# jackd alsa driver



## pdono (Jan 26, 2012)

anyone have any idea why jackd cant load the alsa driver:


```
disgrace:8:18pm:517:->uname -a ; ls /var/db/pkg/ | egrep -i '(alsa|jack)'
FreeBSD disgrace 8.2-RELEASE FreeBSD 8.2-RELEASE #0: Sun Aug 21 14:19:30 EDT 2011     root@disgrace:/usr/obj/usr/src/sys/disgrace  i386
alsa-lib-1.0.23
alsa-plugins-1.0.23_2
alsa-utils-1.0.23_1
gstreamer-plugins-jack-0.10.30,3
jackit-0.121.3
linux-f10-alsa-lib-1.0.21_1
linux-f10-alsa-plugins-oss-1.0.21_2
disgrace:8:18pm:518:->jackd -d alsa
jackd 0.121.3
Copyright 2001-2009 Paul Davis, Stephane Letz, Jack O'Quinn, Torben Hohn and others.
jackd comes with ABSOLUTELY NO WARRANTY
This is free software, and you are welcome to redistribute it
under certain conditions; see the file COPYING for details

could not open driver .so '/usr/local/lib/jack/jack_alsa_midi.so': /usr/local/lib/jack/jack_alsa_midi.so: Undefined symbol "clock_nanosleep"

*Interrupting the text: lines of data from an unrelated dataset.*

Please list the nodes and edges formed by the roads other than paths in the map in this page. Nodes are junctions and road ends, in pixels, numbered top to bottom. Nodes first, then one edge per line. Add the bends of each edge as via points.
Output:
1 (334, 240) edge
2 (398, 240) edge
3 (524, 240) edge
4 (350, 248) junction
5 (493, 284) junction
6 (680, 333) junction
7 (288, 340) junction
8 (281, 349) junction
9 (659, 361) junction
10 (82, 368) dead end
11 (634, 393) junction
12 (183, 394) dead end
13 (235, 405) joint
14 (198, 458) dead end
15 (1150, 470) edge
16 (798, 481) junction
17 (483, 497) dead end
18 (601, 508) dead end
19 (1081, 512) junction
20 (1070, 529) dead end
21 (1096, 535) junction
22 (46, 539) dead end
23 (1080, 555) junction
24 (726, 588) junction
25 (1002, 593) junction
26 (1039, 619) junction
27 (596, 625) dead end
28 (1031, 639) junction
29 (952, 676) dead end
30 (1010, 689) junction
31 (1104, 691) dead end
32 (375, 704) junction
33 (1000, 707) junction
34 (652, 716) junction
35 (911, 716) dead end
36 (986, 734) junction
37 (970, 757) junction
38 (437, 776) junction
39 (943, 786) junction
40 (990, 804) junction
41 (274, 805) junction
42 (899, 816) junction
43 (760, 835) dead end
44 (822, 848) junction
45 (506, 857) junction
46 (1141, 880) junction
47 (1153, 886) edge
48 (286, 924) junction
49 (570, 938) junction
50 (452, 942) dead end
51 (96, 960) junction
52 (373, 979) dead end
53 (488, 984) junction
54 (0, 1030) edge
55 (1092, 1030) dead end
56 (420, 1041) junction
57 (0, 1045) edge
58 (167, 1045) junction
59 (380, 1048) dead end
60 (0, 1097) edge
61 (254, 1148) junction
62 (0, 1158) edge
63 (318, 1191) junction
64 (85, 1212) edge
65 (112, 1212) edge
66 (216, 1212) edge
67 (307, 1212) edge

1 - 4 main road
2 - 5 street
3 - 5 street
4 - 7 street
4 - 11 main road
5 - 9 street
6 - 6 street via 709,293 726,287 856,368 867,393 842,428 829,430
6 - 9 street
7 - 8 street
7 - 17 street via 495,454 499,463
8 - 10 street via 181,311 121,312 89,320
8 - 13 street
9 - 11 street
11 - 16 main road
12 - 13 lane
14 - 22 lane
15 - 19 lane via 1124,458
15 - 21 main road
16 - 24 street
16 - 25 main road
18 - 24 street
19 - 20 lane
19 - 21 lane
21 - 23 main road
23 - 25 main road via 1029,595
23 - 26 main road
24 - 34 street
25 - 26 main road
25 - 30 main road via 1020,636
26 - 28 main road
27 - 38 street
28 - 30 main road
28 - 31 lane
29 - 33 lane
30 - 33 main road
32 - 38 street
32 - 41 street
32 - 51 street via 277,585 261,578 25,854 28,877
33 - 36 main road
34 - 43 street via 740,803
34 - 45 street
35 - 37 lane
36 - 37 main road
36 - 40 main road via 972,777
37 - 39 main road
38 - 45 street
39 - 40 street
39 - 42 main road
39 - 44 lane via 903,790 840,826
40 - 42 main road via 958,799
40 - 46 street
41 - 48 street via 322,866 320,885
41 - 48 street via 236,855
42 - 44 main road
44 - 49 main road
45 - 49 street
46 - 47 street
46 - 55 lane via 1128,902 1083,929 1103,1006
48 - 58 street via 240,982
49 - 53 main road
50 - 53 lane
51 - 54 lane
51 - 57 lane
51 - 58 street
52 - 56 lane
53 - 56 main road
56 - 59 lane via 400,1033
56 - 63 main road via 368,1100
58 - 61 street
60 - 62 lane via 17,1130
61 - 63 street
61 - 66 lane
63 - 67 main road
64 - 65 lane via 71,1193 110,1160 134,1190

could not open driver .so '/usr/local/lib/jack/jack_alsa.so': /usr/local/lib/jack/jack_alsa.so: Undefined symbol "clock_nanosleep"

jackd: unknown driver 'alsa'
disgrace:8:19pm:519:->
```

I am wondering if there is another port that is missing.
and this clock_nanosleep symbol that is missing.

thanks in advance


----------



## paulfrottawa (Feb 14, 2012)

I saw this too and reinstalled jack with alsa emulation enabled from the *make config*. So far today I started jackd like this [cmd=]jackd -r -doss[/cmd]

I'm still working on it for a neighbor who wants a program like ardour running.


----------